**Provided entries:**
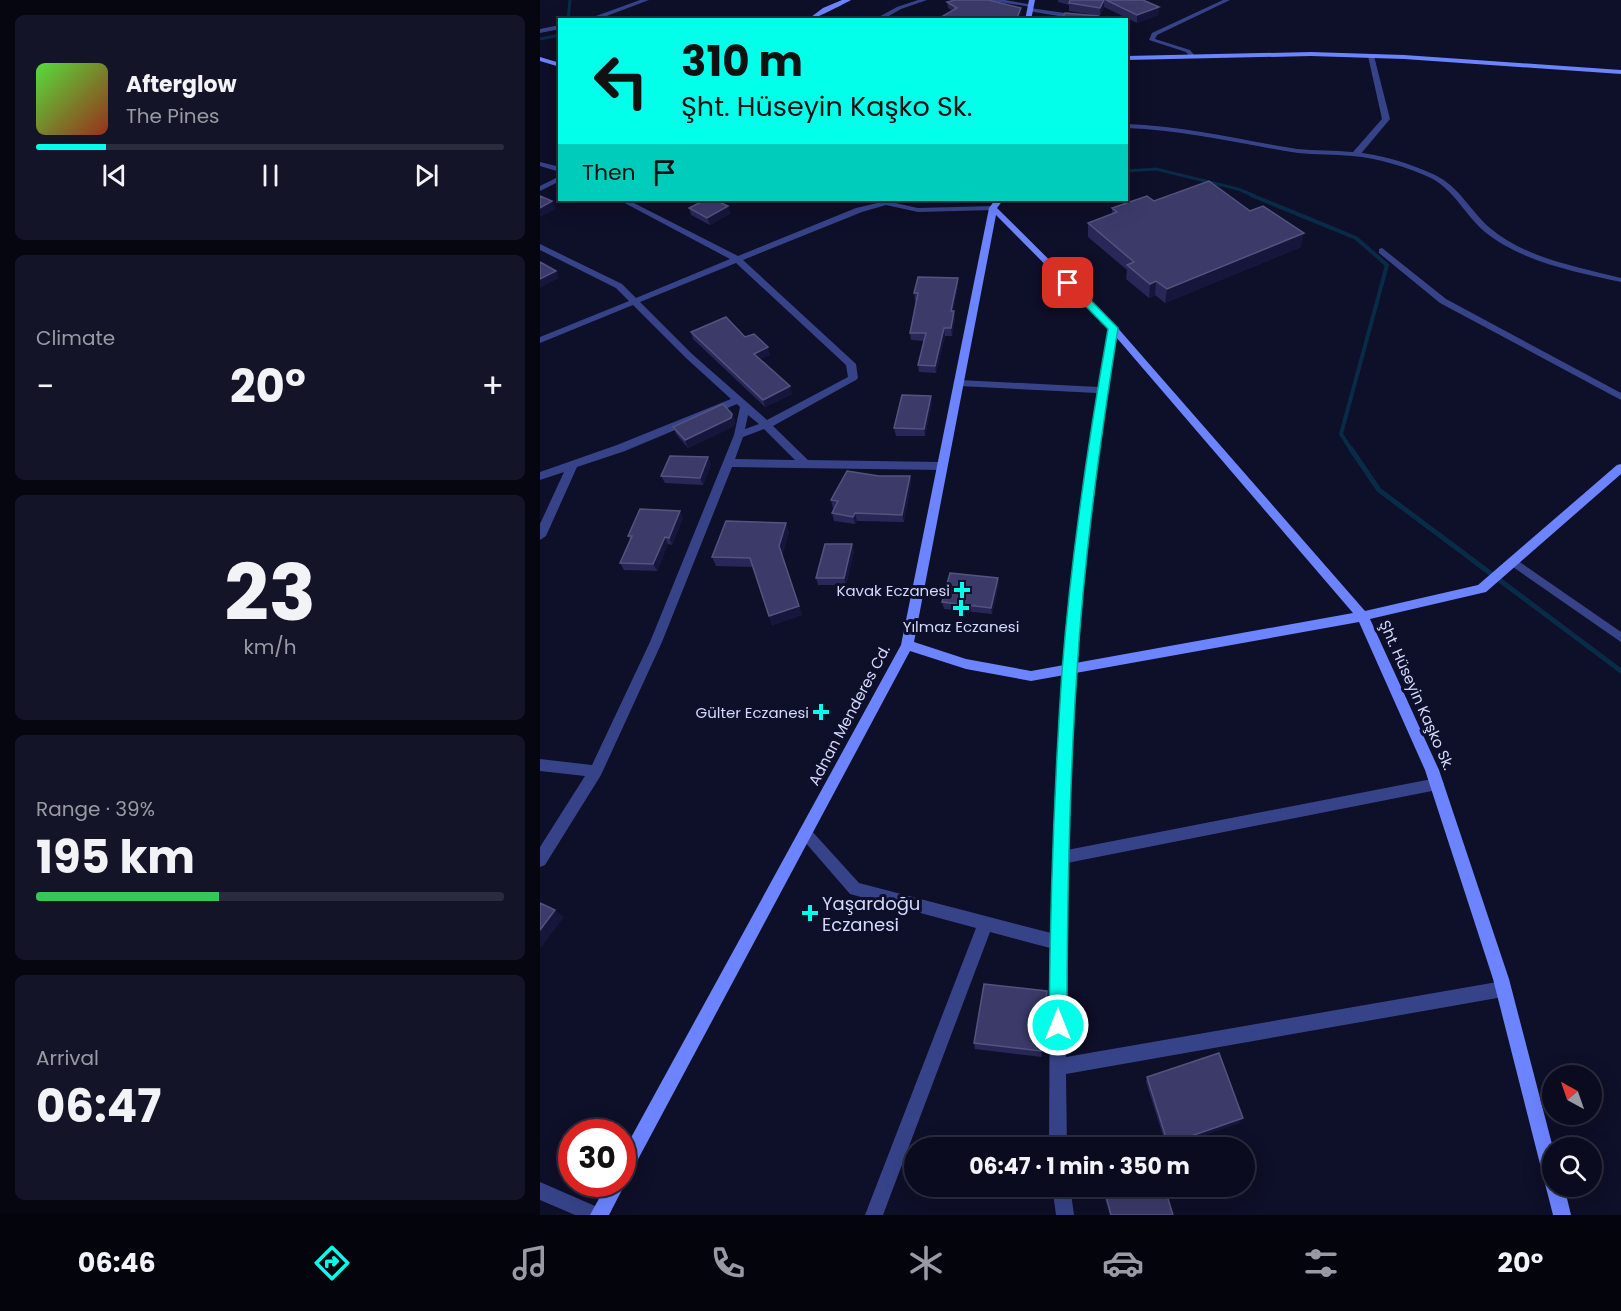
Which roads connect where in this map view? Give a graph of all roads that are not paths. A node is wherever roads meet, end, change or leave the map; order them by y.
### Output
1 (646, 0) edge
2 (848, 0) edge
3 (924, 0) edge
4 (990, 0) edge
5 (1227, 0) edge
6 (1031, 5) edge
7 (594, 18) edge
8 (813, 18) edge
9 (880, 18) edge
10 (1091, 18) edge
11 (558, 28) edge
12 (540, 32) edge
13 (1371, 56) junction
14 (1192, 57) junction
15 (1128, 58) edge
16 (540, 59) edge
17 (558, 64) edge
18 (1621, 72) edge
19 (1128, 126) edge
20 (1356, 154) junction
21 (540, 164) edge
22 (558, 169) edge
23 (558, 179) edge
24 (540, 189) edge
25 (625, 201) edge
26 (996, 204) edge
27 (540, 247) edge
28 (1382, 251) dead end
29 (738, 260) junction
30 (1621, 280) edge
31 (634, 301) junction
32 (1113, 328) junction
33 (540, 340) edge
34 (959, 383) junction
35 (1102, 390) junction
36 (1621, 398) edge
37 (742, 403) junction
38 (766, 425) junction
39 (739, 435) junction
40 (728, 463) junction
41 (573, 464) junction
42 (805, 464) junction
43 (942, 466) junction
44 (1621, 468) edge
45 (540, 476) edge
46 (540, 536) edge
47 (1510, 566) junction
48 (1362, 615) junction
49 (1621, 638) edge
50 (907, 645) junction
51 (1070, 669) junction
52 (540, 765) edge
53 (596, 771) junction
54 (1437, 784) junction
55 (805, 834) junction
56 (1060, 858) junction
57 (540, 860) edge
58 (985, 924) junction
59 (1058, 942) junction
60 (1503, 989) junction
61 (1058, 1067) junction
62 (1058, 1137) edge
63 (1542, 1140) edge
64 (636, 1146) edge
65 (540, 1191) edge
66 (608, 1197) edge
67 (1063, 1197) edge
68 (1558, 1197) edge
69 (597, 1215) edge
70 (874, 1215) edge
71 (1065, 1215) edge
72 (1562, 1215) edge

1 - 7 street
2 - 8 street
3 - 9 street
4 - 6 street
5 - 14 lane
6 - 10 street
11 - 12 street
13 - 14 street
13 - 18 street
13 - 20 street
14 - 15 street
16 - 17 street
19 - 20 lane
20 - 30 lane
21 - 22 street
23 - 24 street
25 - 29 street
26 - 29 street
26 - 32 street, Şht. Hüseyin Kaşko Sk.
26 - 34 street, Adnan Menderes Cd.
27 - 31 street
28 - 36 street
29 - 31 street
29 - 38 street
31 - 33 street
31 - 37 street
32 - 35 street
32 - 48 street, Şht. Hüseyin Kaşko Sk.
34 - 35 street
34 - 43 street, Adnan Menderes Cd.
35 - 51 street
37 - 38 street
37 - 39 street
37 - 41 street
38 - 39 street
38 - 42 street
39 - 40 street
40 - 42 street
40 - 53 street
41 - 45 street
41 - 46 street
42 - 43 street
43 - 50 street, Adnan Menderes Cd.
44 - 47 street
47 - 48 street
47 - 49 lane
48 - 51 street
48 - 54 street, Şht. Hüseyin Kaşko Sk.
50 - 51 street
50 - 55 street, Adnan Menderes Cd.
51 - 56 street
52 - 53 street
53 - 57 street
54 - 56 street
54 - 60 street, Şht. Hüseyin Kaşko Sk.
55 - 58 street
55 - 64 street, Adnan Menderes Cd.
56 - 59 street
58 - 59 street
58 - 70 street
59 - 61 street
60 - 61 street
60 - 63 street, Şht. Hüseyin Kaşko Sk.
61 - 62 street
65 - 69 street
66 - 69 street
67 - 71 street
68 - 72 street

**Task details:** Keep the pictures out of the copy and return the rest of the data above exactly.

**Result of the exercise:**
Which roads connect where in this map view? Give a graph of all roads that are not paths. A node is wherever roads meet, end, change or leave the map; order them by y.
### Output
1 (646, 0) edge
2 (848, 0) edge
3 (924, 0) edge
4 (990, 0) edge
5 (1227, 0) edge
6 (1031, 5) edge
7 (594, 18) edge
8 (813, 18) edge
9 (880, 18) edge
10 (1091, 18) edge
11 (558, 28) edge
12 (540, 32) edge
13 (1371, 56) junction
14 (1192, 57) junction
15 (1128, 58) edge
16 (540, 59) edge
17 (558, 64) edge
18 (1621, 72) edge
19 (1128, 126) edge
20 (1356, 154) junction
21 (540, 164) edge
22 (558, 169) edge
23 (558, 179) edge
24 (540, 189) edge
25 (625, 201) edge
26 (996, 204) edge
27 (540, 247) edge
28 (1382, 251) dead end
29 (738, 260) junction
30 (1621, 280) edge
31 (634, 301) junction
32 (1113, 328) junction
33 (540, 340) edge
34 (959, 383) junction
35 (1102, 390) junction
36 (1621, 398) edge
37 (742, 403) junction
38 (766, 425) junction
39 (739, 435) junction
40 (728, 463) junction
41 (573, 464) junction
42 (805, 464) junction
43 (942, 466) junction
44 (1621, 468) edge
45 (540, 476) edge
46 (540, 536) edge
47 (1510, 566) junction
48 (1362, 615) junction
49 (1621, 638) edge
50 (907, 645) junction
51 (1070, 669) junction
52 (540, 765) edge
53 (596, 771) junction
54 (1437, 784) junction
55 (805, 834) junction
56 (1060, 858) junction
57 (540, 860) edge
58 (985, 924) junction
59 (1058, 942) junction
60 (1503, 989) junction
61 (1058, 1067) junction
62 (1058, 1137) edge
63 (1542, 1140) edge
64 (636, 1146) edge
65 (540, 1191) edge
66 (608, 1197) edge
67 (1063, 1197) edge
68 (1558, 1197) edge
69 (597, 1215) edge
70 (874, 1215) edge
71 (1065, 1215) edge
72 (1562, 1215) edge

1 - 7 street
2 - 8 street
3 - 9 street
4 - 6 street
5 - 14 lane
6 - 10 street
11 - 12 street
13 - 14 street
13 - 18 street
13 - 20 street
14 - 15 street
16 - 17 street
19 - 20 lane
20 - 30 lane
21 - 22 street
23 - 24 street
25 - 29 street
26 - 29 street
26 - 32 street, Şht. Hüseyin Kaşko Sk.
26 - 34 street, Adnan Menderes Cd.
27 - 31 street
28 - 36 street
29 - 31 street
29 - 38 street
31 - 33 street
31 - 37 street
32 - 35 street
32 - 48 street, Şht. Hüseyin Kaşko Sk.
34 - 35 street
34 - 43 street, Adnan Menderes Cd.
35 - 51 street
37 - 38 street
37 - 39 street
37 - 41 street
38 - 39 street
38 - 42 street
39 - 40 street
40 - 42 street
40 - 53 street
41 - 45 street
41 - 46 street
42 - 43 street
43 - 50 street, Adnan Menderes Cd.
44 - 47 street
47 - 48 street
47 - 49 lane
48 - 51 street
48 - 54 street, Şht. Hüseyin Kaşko Sk.
50 - 51 street
50 - 55 street, Adnan Menderes Cd.
51 - 56 street
52 - 53 street
53 - 57 street
54 - 56 street
54 - 60 street, Şht. Hüseyin Kaşko Sk.
55 - 58 street
55 - 64 street, Adnan Menderes Cd.
56 - 59 street
58 - 59 street
58 - 70 street
59 - 61 street
60 - 61 street
60 - 63 street, Şht. Hüseyin Kaşko Sk.
61 - 62 street
65 - 69 street
66 - 69 street
67 - 71 street
68 - 72 street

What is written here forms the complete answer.